LONG AFTER SHE HAD BECOME the first woman to head a major Hollywood studio, Dawn Steel championed a script that almost nobody else believed in. “No one could understand why the story of a Jamaican bobsled team was a good idea,” recalls friend Lucy Fisher, vice chairman of Columbia/TriStar pictures. “Dawn saw life as, if you want something and try really, really hard, you should be able to get it.” The script, of course, was Cool Runnings, which became a surprise hit in 1993.
Nobody ever accused Steel, who also produced such hits as Flashdance, Top Gun and Beverly Hills Cop II, of not trying hard—right up to the day she died at 51 on Dec. 20 after battling brain cancer for 20 months. “She worked harder on getting well than anybody I’ve ever seen,” recalls Amy Pascal, president of Columbia Pictures, one of many top women in Hollywood who marched through the door Steel held open. “At one point, President Clinton called and asked how she was doing, and she said, ‘I’m fine, but what are you doing calling me?
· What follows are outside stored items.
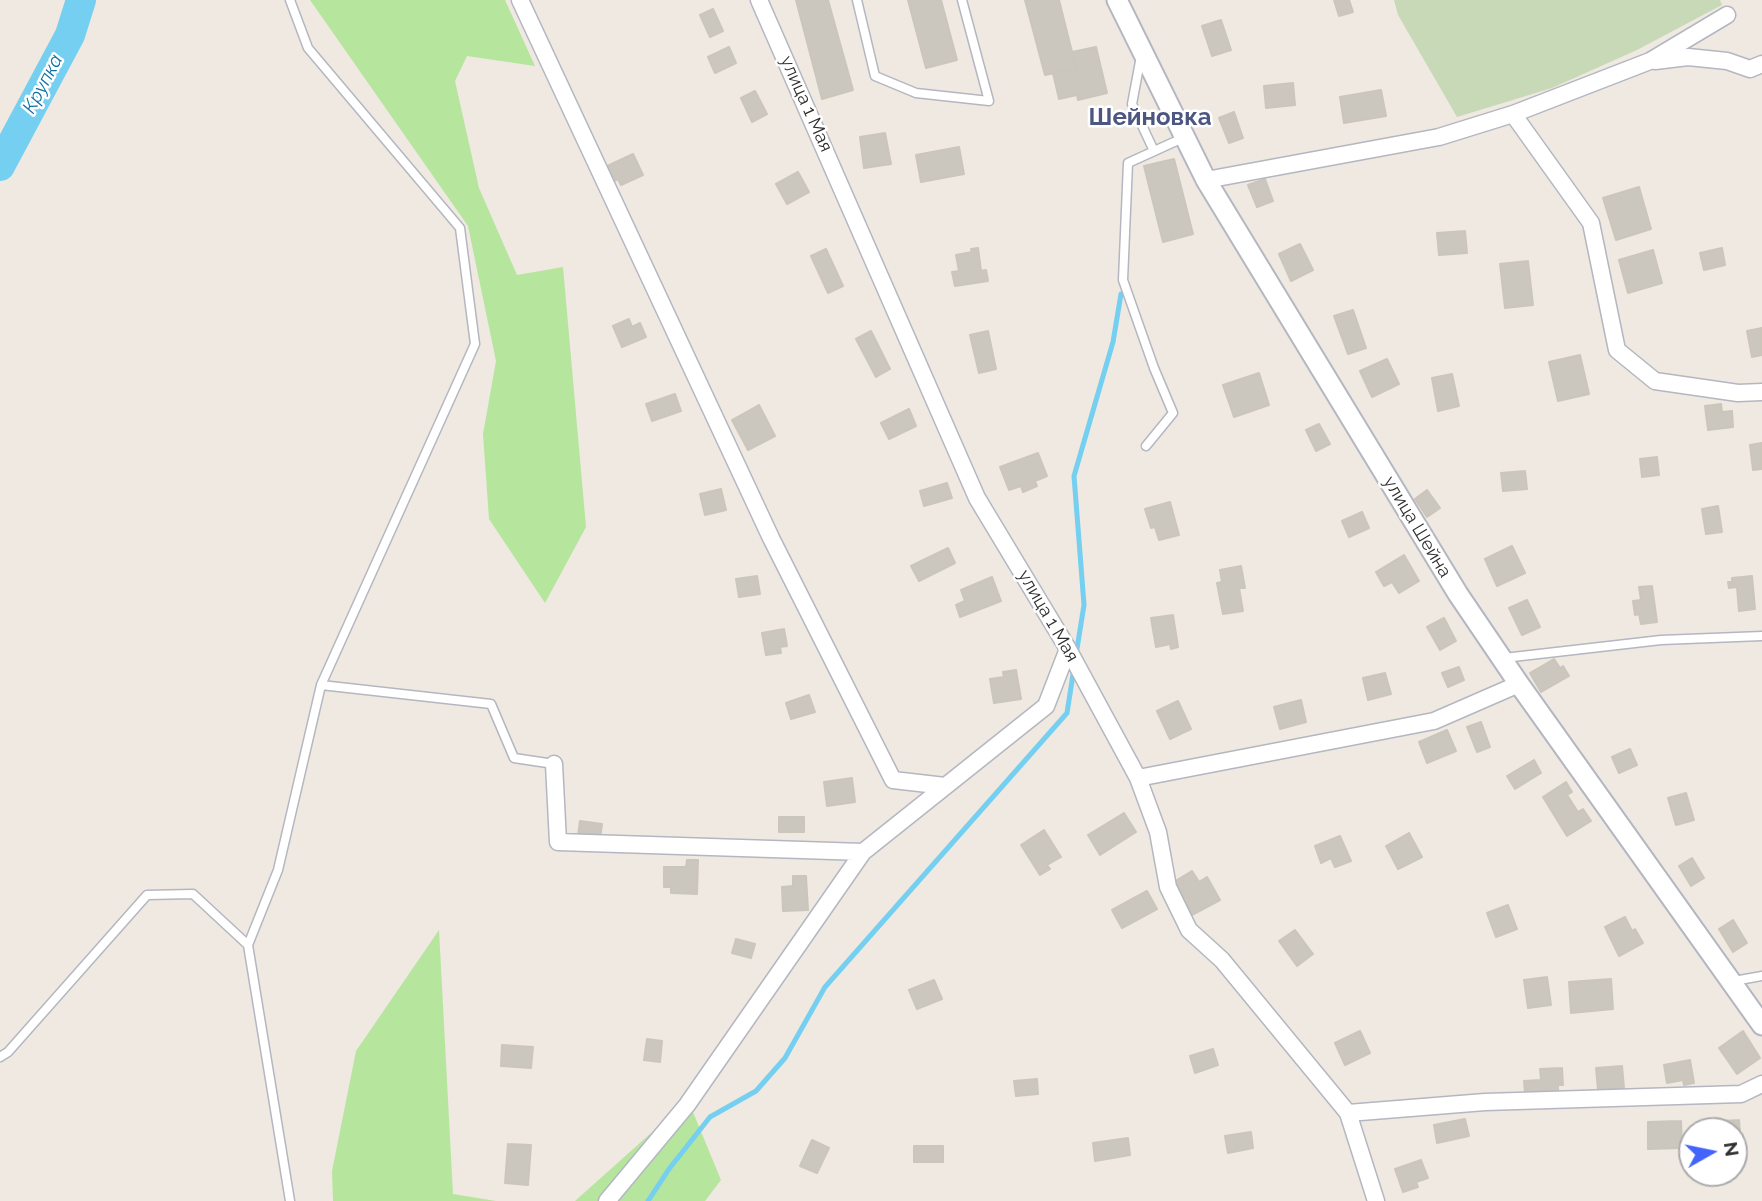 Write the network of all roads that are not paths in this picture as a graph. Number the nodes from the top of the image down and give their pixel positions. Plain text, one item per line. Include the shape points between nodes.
1 (290, 0) edge
2 (520, 0) edge
3 (759, 0) edge
4 (857, 0) edge
5 (962, 0) edge
6 (1117, 0) edge
7 (1727, 15) dead end
8 (1142, 49) junction
9 (1650, 61) junction
10 (1762, 64) edge
11 (1513, 114) junction
12 (1185, 137) junction
13 (1154, 151) junction
14 (1206, 180) junction
15 (1762, 391) edge
16 (1146, 446) dead end
17 (1762, 636) edge
18 (1068, 649) junction
19 (1502, 658) junction
20 (1519, 684) junction
21 (321, 685) junction
22 (554, 764) joint
23 (1139, 778) junction
24 (946, 786) junction
25 (863, 852) junction
26 (248, 945) junction
27 (1762, 975) edge
28 (1731, 982) junction
29 (1762, 1025) edge
30 (0, 1057) edge
31 (1762, 1084) edge
32 (1348, 1113) junction
33 (290, 1201) edge
34 (607, 1201) edge
35 (1376, 1201) edge

1 - 21 lane via 308,48 460,228 475,344
2 - 24 street via 771,538 893,780
3 - 18 street, улица 1 Мая via 977,498
4 - 5 lane via 876,76 916,93 989,101
6 - 8 street, улица Шейна
7 - 9 street
8 - 12 street, улица Шейна
8 - 13 lane via 1132,104
9 - 10 street via 1688,57 1750,69
9 - 11 street
11 - 14 street via 1439,137
11 - 15 street via 1591,223 1617,350 1655,381 1738,393
12 - 13 lane
12 - 14 street, улица Шейна
13 - 16 lane via 1128,163 1123,280 1173,412
14 - 19 street, улица Шейна via 1458,594
17 - 19 lane via 1648,641
18 - 23 street, улица 1 Мая
18 - 24 street via 1046,706
19 - 20 street, улица Шейна
20 - 23 street via 1434,721
20 - 28 street, улица Шейна
21 - 22 lane via 492,704 514,758
21 - 26 lane via 278,870
22 - 25 street via 558,842
23 - 32 street, улица 1 Мая via 1158,832 1168,887 1189,930 1222,960
24 - 25 street
25 - 34 street via 687,1105
26 - 30 lane via 193,894 147,895
26 - 33 lane
27 - 28 lane
28 - 29 street, улица Шейна
31 - 32 street via 1741,1094 1485,1102
32 - 35 street, улица 1 Мая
Don’t you have a country to run?’ ”
Born on the very same day as Clinton, Steel was a major supporter, hosting a 1991 fund-raiser for him in her Hollywood Hills home. “She was a pioneer in the film industry,” says Clinton, “blazing a trail for a new generation of young women.” Steel, who traded openly on her sex appeal and earlier in her career saw other women as competition, did not set out to be a trailblazing feminist. “She didn’t even know the glass ceiling was there,” says her friend, producer Lynda Obst. “That’s why she was able to break it.” In Steel’s 1993 memoir, They Can Kill You But They Can’t Eat You, she advised women climbing the corporate ladder: “You can only sleep your way to the middle.”
That was never high enough for Steel. Born in The Bronx to Nat Steel (who died in 1994), a zipper salesman and semipro weight lifter who changed the family name from Spielberg, and Lillian, an electronics executive who died in 1992, Dawn grew up in a rundown neighborhood in Great Neck, N.Y. Her father suffered a nervous breakdown when she was 9. As a young woman, she dropped out of both Boston University (for lack of funds) and New York University (lack of interest) before taking a job as a secretary at Penthouse magazine, where she quickly became director of merchandising. In 1975 she began dating a young actor named Richard Gere. “He was broke and gorgeous,” she told PEOPLE in 1993. The relationship soured when Gere began seeing someone else while filming Yanks in England. Meanwhile, Steel had started her own merchandising company in 1975, hawking toilet paper emblazoned with the Gucci logo. Flushed with anger, the Gucci family sued, and later settled out of court.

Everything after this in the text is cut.